Stored items:
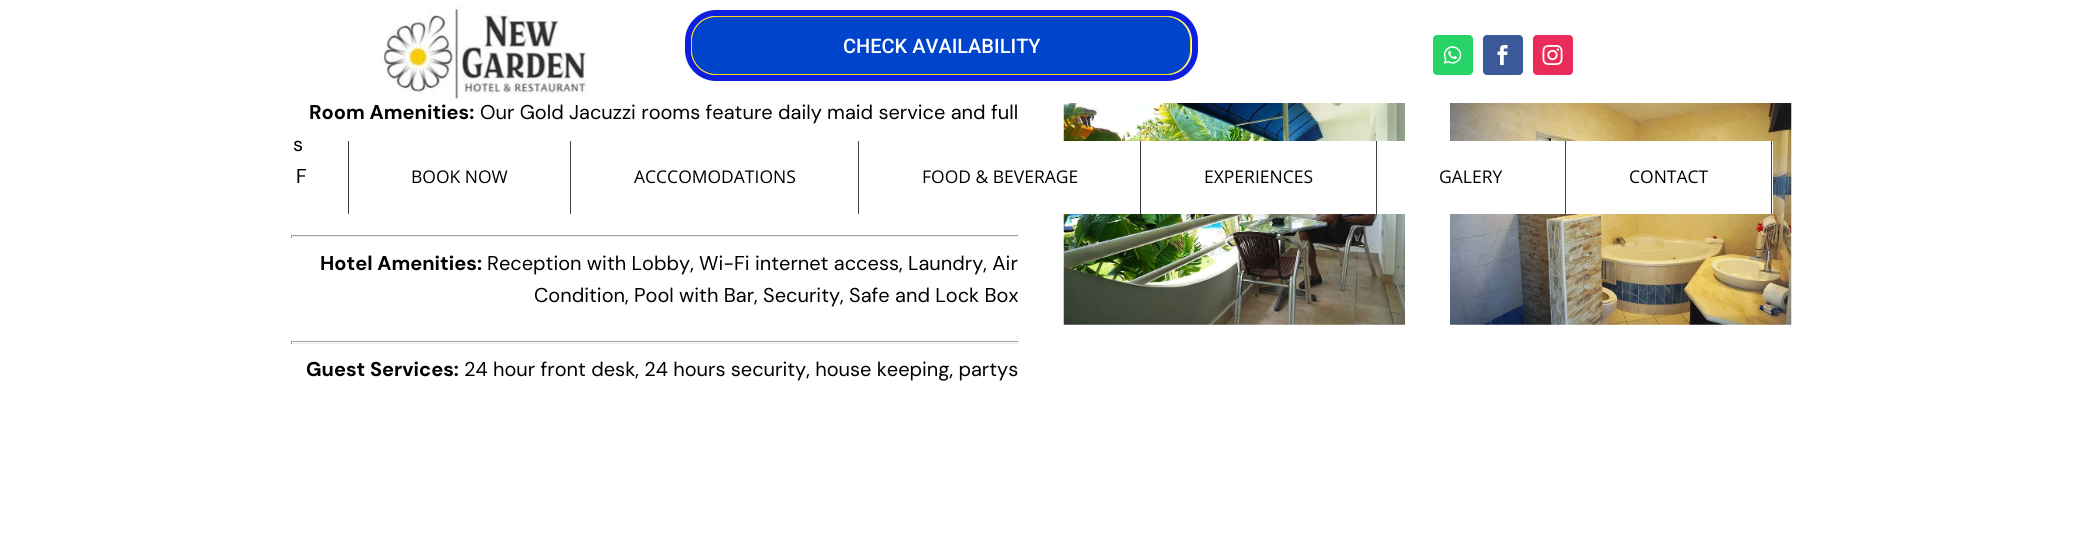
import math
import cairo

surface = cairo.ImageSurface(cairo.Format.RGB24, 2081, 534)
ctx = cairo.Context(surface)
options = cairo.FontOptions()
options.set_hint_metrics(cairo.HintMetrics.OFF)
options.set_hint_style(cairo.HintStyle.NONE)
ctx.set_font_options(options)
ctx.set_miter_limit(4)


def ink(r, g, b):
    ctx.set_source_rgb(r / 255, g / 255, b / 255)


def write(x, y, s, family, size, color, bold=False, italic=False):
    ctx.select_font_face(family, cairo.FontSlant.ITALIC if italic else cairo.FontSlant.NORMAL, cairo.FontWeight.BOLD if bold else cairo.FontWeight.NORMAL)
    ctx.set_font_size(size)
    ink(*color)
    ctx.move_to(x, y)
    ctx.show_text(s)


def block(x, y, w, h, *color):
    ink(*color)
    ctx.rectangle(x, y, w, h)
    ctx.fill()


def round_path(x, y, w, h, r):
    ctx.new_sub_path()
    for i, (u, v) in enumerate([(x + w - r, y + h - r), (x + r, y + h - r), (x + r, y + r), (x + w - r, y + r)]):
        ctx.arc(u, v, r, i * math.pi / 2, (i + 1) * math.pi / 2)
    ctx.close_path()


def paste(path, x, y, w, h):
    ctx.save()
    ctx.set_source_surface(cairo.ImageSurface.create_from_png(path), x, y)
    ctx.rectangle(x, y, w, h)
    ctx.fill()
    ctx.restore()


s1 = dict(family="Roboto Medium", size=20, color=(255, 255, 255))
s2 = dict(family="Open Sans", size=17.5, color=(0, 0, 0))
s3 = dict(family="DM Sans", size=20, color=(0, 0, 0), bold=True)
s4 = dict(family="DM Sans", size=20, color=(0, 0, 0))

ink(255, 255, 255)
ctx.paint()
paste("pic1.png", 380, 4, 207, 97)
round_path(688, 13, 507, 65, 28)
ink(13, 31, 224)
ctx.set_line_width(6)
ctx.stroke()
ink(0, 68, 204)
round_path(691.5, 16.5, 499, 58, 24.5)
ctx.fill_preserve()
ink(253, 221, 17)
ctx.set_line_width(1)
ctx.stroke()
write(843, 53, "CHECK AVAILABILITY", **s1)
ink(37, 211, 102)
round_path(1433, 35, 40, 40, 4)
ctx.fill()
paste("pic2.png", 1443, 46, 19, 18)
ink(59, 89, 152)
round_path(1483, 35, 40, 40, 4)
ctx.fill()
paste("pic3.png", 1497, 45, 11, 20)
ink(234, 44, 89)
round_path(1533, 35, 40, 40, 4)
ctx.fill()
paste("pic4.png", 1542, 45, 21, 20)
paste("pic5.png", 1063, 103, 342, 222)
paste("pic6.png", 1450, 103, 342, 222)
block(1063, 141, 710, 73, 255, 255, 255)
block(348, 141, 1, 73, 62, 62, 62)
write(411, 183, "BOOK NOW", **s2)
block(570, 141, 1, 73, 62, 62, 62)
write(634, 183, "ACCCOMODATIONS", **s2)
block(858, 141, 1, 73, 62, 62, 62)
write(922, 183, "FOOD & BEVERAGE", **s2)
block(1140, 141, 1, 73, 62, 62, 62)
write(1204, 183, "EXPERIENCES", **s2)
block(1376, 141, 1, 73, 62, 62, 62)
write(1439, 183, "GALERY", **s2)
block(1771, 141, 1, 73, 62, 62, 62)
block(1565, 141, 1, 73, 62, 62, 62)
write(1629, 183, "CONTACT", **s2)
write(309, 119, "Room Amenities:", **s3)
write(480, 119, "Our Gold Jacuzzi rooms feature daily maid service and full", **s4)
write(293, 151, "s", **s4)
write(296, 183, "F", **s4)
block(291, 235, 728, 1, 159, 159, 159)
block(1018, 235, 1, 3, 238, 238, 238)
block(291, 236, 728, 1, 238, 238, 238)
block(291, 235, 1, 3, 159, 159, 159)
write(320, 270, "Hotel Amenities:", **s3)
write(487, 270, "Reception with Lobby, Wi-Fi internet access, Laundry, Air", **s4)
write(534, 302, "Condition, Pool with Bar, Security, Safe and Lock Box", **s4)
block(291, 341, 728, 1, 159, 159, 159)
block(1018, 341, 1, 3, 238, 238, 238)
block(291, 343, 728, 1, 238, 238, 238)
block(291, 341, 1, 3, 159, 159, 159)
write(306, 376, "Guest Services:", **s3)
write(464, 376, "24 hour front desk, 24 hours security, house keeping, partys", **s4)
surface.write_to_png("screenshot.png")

...

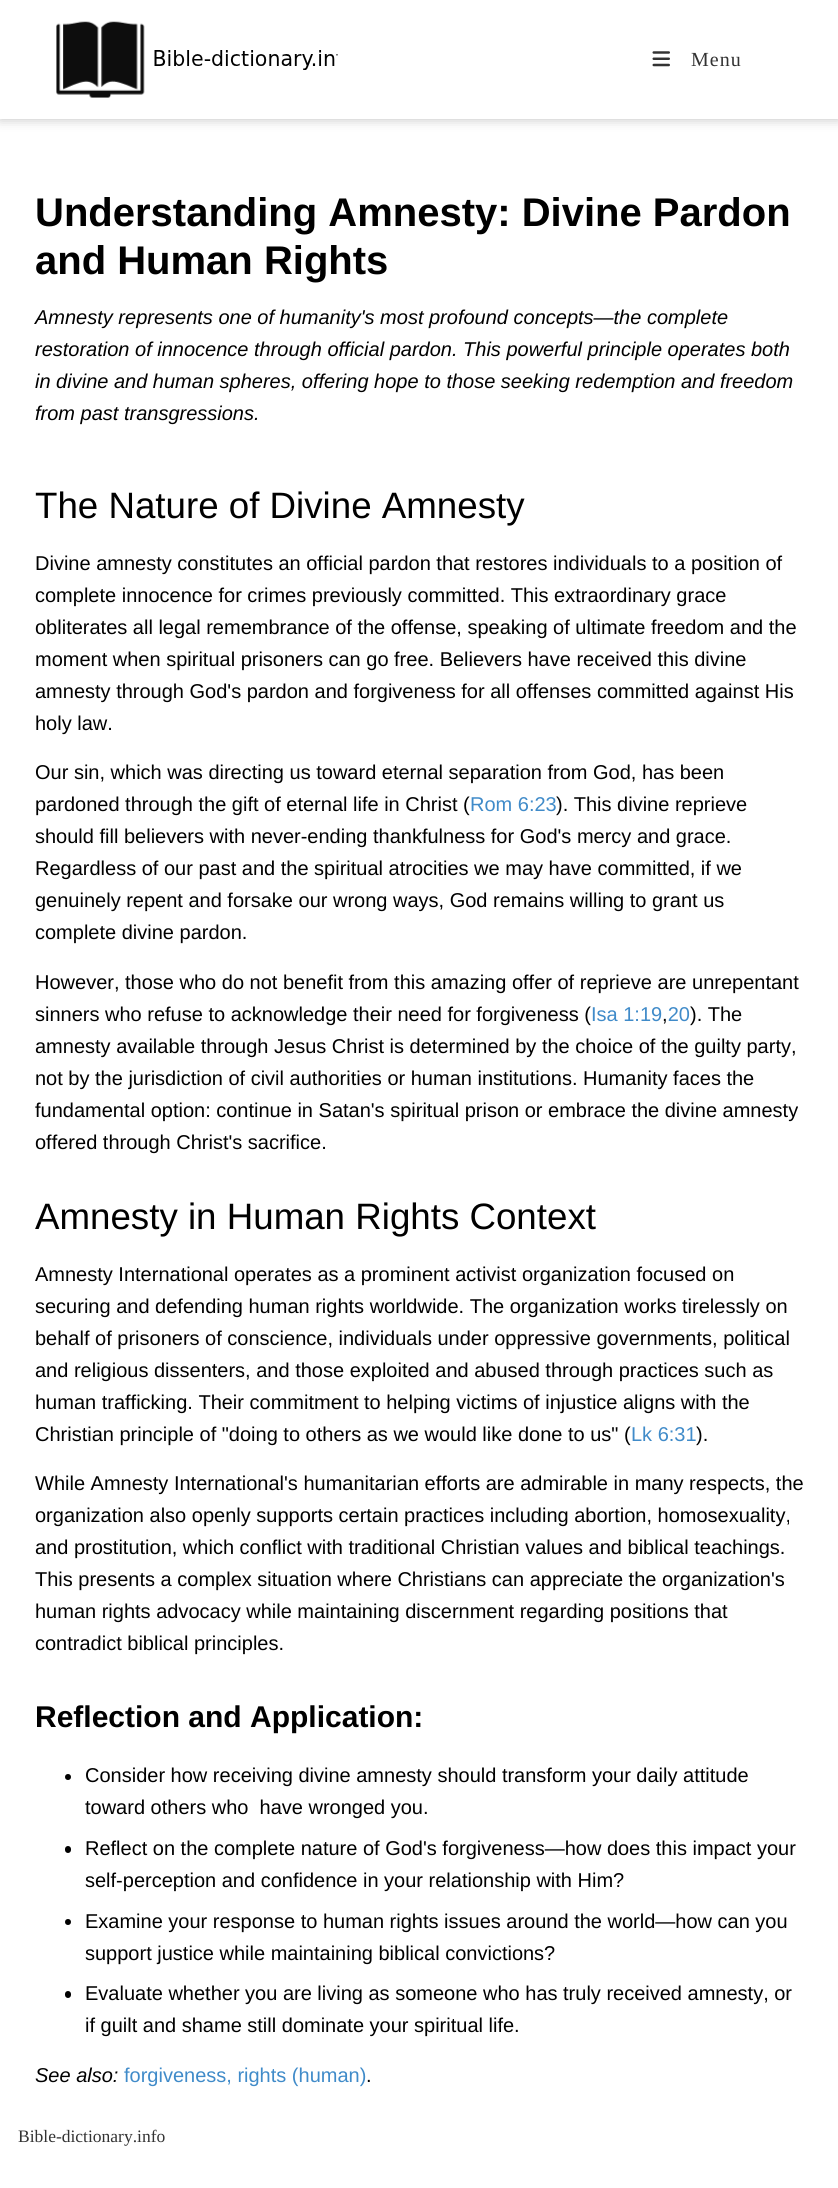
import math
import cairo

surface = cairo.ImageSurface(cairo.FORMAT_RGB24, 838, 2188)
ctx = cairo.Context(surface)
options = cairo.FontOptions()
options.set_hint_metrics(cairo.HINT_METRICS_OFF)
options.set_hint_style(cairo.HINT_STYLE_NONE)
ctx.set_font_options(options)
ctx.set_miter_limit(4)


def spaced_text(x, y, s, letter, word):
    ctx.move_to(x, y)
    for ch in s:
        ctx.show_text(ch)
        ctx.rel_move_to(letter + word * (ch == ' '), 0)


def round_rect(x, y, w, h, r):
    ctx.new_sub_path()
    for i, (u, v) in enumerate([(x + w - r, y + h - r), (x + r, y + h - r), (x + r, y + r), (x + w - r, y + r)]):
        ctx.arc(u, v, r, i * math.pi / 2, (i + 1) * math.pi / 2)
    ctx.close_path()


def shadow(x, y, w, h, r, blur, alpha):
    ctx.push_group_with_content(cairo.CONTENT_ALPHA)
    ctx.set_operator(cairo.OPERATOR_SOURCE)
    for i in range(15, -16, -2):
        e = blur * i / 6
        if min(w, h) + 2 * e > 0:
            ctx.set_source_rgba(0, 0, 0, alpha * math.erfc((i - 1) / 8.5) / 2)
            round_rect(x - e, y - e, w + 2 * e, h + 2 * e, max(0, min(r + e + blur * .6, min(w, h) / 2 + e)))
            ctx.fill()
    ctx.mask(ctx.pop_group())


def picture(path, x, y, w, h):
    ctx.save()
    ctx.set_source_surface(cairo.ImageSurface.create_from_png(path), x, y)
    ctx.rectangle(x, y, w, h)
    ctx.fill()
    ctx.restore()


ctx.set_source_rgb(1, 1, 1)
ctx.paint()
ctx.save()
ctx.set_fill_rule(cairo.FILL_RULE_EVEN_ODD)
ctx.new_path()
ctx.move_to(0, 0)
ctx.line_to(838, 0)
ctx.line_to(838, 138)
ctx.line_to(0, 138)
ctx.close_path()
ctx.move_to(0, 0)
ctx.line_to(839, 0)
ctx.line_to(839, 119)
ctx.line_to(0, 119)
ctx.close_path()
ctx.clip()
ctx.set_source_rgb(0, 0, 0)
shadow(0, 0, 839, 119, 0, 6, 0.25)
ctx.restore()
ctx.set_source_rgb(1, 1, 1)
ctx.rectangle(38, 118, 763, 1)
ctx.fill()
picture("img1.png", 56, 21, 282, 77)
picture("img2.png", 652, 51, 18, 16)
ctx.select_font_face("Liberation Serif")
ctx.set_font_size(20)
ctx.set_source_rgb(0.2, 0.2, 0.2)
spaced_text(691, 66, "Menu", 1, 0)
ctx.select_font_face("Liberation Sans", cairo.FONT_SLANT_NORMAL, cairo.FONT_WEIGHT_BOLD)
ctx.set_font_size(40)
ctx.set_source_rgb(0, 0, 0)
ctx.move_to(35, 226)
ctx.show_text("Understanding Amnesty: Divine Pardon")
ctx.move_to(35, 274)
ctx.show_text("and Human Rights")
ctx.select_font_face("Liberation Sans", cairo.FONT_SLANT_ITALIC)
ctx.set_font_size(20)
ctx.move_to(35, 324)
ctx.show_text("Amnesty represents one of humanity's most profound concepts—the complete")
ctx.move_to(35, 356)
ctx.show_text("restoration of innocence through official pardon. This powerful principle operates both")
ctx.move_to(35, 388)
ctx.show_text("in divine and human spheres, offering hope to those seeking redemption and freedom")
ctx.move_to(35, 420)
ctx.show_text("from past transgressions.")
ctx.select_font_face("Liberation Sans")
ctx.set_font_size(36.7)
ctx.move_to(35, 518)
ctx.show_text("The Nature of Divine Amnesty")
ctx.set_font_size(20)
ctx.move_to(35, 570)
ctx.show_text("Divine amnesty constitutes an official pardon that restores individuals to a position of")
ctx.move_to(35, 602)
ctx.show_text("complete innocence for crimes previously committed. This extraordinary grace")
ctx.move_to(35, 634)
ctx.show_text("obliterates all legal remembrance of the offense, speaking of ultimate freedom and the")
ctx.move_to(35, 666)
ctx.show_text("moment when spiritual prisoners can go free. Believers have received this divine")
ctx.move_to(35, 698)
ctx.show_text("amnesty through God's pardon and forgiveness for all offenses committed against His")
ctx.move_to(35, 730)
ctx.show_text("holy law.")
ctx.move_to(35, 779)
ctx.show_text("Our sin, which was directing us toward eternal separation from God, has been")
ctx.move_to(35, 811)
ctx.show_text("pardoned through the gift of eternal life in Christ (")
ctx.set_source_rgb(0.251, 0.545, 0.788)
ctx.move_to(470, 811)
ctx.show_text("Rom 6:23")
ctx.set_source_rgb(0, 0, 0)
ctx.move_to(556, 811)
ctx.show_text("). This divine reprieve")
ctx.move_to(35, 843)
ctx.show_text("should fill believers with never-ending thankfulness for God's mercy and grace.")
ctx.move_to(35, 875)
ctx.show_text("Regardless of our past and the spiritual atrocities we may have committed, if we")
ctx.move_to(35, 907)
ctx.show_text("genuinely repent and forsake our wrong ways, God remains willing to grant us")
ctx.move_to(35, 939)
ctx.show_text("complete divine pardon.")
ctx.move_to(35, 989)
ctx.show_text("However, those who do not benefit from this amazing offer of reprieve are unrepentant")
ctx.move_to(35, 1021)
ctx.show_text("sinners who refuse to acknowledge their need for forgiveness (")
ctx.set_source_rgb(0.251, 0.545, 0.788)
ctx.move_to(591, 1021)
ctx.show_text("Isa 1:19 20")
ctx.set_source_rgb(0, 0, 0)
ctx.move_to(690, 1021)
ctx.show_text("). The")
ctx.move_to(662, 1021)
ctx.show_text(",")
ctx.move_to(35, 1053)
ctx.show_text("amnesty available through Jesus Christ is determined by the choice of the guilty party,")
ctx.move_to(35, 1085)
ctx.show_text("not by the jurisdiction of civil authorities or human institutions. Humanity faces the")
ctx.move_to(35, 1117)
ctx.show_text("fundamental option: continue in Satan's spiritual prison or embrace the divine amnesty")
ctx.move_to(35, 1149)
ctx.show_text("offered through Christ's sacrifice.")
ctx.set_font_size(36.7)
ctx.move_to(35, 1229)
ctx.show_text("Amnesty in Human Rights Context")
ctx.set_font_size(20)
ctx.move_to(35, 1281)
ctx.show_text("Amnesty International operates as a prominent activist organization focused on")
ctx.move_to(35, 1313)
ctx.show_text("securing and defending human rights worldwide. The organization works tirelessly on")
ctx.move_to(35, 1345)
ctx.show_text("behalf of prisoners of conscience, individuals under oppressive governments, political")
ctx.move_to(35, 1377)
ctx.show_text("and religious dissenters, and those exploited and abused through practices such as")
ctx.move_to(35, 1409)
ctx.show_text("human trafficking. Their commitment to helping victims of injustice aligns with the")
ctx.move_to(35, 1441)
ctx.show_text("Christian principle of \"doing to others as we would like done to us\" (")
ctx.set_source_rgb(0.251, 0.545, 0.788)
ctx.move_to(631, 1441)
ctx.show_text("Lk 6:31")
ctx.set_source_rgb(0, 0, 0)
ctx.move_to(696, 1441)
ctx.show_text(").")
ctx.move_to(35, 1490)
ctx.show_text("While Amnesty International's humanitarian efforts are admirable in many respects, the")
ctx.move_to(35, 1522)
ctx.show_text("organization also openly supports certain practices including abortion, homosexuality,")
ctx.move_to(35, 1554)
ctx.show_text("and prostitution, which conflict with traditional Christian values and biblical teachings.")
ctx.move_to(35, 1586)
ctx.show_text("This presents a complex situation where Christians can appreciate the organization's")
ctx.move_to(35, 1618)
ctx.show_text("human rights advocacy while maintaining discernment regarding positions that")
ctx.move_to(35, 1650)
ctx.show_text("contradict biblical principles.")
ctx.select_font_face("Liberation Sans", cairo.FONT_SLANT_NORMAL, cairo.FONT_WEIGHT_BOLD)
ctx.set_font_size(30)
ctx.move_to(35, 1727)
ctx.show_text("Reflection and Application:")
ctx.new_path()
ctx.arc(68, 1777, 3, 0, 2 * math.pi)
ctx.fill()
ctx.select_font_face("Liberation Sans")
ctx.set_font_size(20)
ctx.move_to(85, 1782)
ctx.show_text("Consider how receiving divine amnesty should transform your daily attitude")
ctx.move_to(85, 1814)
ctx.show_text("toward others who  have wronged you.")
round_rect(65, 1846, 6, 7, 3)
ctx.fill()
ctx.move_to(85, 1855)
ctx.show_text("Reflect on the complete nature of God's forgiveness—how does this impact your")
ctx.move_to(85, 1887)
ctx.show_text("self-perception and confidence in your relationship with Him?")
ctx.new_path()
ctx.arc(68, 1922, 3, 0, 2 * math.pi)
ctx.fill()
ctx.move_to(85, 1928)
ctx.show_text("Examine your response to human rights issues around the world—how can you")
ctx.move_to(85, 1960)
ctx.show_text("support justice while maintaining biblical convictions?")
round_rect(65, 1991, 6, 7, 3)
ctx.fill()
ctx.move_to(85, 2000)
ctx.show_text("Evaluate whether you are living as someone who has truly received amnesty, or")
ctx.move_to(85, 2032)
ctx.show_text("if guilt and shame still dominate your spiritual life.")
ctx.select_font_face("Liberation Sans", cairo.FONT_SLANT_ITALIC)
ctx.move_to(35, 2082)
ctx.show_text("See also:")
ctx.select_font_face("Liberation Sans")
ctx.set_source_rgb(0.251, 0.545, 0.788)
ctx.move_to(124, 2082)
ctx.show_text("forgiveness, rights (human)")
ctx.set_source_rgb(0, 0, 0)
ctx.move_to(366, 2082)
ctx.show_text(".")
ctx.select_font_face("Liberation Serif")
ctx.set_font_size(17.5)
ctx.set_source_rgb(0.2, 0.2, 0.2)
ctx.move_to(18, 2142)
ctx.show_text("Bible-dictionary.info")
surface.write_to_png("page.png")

### WORK INSTRUCTIONS
Where does the string "word" appear in the records above? Return every line that holds it.

### WRITTEN REPLY
def spaced_text(x, y, s, letter, word):
        ctx.rel_move_to(letter + word * (ch == ' '), 0)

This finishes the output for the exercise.